> **Task item**
Give back the records in their entirety, exactly.

START Input data

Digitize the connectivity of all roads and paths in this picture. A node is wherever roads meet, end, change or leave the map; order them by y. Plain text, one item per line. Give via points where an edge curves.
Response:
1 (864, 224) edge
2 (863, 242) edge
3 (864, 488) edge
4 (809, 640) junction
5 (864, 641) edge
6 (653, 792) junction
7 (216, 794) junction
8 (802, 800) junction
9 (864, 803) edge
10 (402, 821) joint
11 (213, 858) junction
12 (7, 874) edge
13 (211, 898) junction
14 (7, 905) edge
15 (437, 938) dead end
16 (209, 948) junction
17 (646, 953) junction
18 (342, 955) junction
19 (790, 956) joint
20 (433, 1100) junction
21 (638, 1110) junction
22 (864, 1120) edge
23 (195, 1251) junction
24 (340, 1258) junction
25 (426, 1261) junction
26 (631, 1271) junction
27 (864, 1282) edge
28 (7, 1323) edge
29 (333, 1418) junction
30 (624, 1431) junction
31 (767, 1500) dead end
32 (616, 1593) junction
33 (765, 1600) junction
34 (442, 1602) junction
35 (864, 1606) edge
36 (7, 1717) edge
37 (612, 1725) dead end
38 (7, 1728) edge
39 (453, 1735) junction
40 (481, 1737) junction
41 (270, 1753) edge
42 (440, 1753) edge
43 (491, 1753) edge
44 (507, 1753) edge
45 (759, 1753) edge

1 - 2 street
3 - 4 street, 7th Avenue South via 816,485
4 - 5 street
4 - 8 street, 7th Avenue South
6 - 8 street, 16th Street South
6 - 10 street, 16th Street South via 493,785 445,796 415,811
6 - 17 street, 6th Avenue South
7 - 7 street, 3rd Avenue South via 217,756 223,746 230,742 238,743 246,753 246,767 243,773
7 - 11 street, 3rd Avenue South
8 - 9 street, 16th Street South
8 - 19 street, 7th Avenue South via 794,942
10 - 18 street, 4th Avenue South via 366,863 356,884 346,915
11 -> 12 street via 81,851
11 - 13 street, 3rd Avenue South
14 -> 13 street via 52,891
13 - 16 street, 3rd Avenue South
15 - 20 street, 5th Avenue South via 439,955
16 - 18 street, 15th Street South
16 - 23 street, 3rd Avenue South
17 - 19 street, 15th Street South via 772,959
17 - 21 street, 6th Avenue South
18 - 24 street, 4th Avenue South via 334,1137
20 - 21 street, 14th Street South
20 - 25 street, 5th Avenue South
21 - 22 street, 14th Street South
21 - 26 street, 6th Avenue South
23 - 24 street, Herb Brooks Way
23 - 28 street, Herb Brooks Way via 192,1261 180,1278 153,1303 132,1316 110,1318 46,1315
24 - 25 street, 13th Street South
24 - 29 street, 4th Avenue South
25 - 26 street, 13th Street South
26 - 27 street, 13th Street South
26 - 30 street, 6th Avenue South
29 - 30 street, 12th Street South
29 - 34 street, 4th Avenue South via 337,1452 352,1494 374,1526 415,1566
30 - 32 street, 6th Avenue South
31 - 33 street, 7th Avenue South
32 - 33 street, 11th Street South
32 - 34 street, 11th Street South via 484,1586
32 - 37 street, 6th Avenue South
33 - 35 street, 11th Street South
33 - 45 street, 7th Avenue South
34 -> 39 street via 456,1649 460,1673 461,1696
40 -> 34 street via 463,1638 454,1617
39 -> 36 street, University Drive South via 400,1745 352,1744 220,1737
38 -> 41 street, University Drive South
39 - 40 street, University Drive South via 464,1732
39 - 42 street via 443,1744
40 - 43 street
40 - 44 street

END Input data

> **Exercise solution**
Digitize the connectivity of all roads and paths in this picture. A node is wherever roads meet, end, change or leave the map; order them by y. Plain text, one item per line. Give via points where an edge curves.
Response:
1 (864, 224) edge
2 (863, 242) edge
3 (864, 488) edge
4 (809, 640) junction
5 (864, 641) edge
6 (653, 792) junction
7 (216, 794) junction
8 (802, 800) junction
9 (864, 803) edge
10 (402, 821) joint
11 (213, 858) junction
12 (7, 874) edge
13 (211, 898) junction
14 (7, 905) edge
15 (437, 938) dead end
16 (209, 948) junction
17 (646, 953) junction
18 (342, 955) junction
19 (790, 956) joint
20 (433, 1100) junction
21 (638, 1110) junction
22 (864, 1120) edge
23 (195, 1251) junction
24 (340, 1258) junction
25 (426, 1261) junction
26 (631, 1271) junction
27 (864, 1282) edge
28 (7, 1323) edge
29 (333, 1418) junction
30 (624, 1431) junction
31 (767, 1500) dead end
32 (616, 1593) junction
33 (765, 1600) junction
34 (442, 1602) junction
35 (864, 1606) edge
36 (7, 1717) edge
37 (612, 1725) dead end
38 (7, 1728) edge
39 (453, 1735) junction
40 (481, 1737) junction
41 (270, 1753) edge
42 (440, 1753) edge
43 (491, 1753) edge
44 (507, 1753) edge
45 (759, 1753) edge

1 - 2 street
3 - 4 street, 7th Avenue South via 816,485
4 - 5 street
4 - 8 street, 7th Avenue South
6 - 8 street, 16th Street South
6 - 10 street, 16th Street South via 493,785 445,796 415,811
6 - 17 street, 6th Avenue South
7 - 7 street, 3rd Avenue South via 217,756 223,746 230,742 238,743 246,753 246,767 243,773
7 - 11 street, 3rd Avenue South
8 - 9 street, 16th Street South
8 - 19 street, 7th Avenue South via 794,942
10 - 18 street, 4th Avenue South via 366,863 356,884 346,915
11 -> 12 street via 81,851
11 - 13 street, 3rd Avenue South
14 -> 13 street via 52,891
13 - 16 street, 3rd Avenue South
15 - 20 street, 5th Avenue South via 439,955
16 - 18 street, 15th Street South
16 - 23 street, 3rd Avenue South
17 - 19 street, 15th Street South via 772,959
17 - 21 street, 6th Avenue South
18 - 24 street, 4th Avenue South via 334,1137
20 - 21 street, 14th Street South
20 - 25 street, 5th Avenue South
21 - 22 street, 14th Street South
21 - 26 street, 6th Avenue South
23 - 24 street, Herb Brooks Way
23 - 28 street, Herb Brooks Way via 192,1261 180,1278 153,1303 132,1316 110,1318 46,1315
24 - 25 street, 13th Street South
24 - 29 street, 4th Avenue South
25 - 26 street, 13th Street South
26 - 27 street, 13th Street South
26 - 30 street, 6th Avenue South
29 - 30 street, 12th Street South
29 - 34 street, 4th Avenue South via 337,1452 352,1494 374,1526 415,1566
30 - 32 street, 6th Avenue South
31 - 33 street, 7th Avenue South
32 - 33 street, 11th Street South
32 - 34 street, 11th Street South via 484,1586
32 - 37 street, 6th Avenue South
33 - 35 street, 11th Street South
33 - 45 street, 7th Avenue South
34 -> 39 street via 456,1649 460,1673 461,1696
40 -> 34 street via 463,1638 454,1617
39 -> 36 street, University Drive South via 400,1745 352,1744 220,1737
38 -> 41 street, University Drive South
39 - 40 street, University Drive South via 464,1732
39 - 42 street via 443,1744
40 - 43 street
40 - 44 street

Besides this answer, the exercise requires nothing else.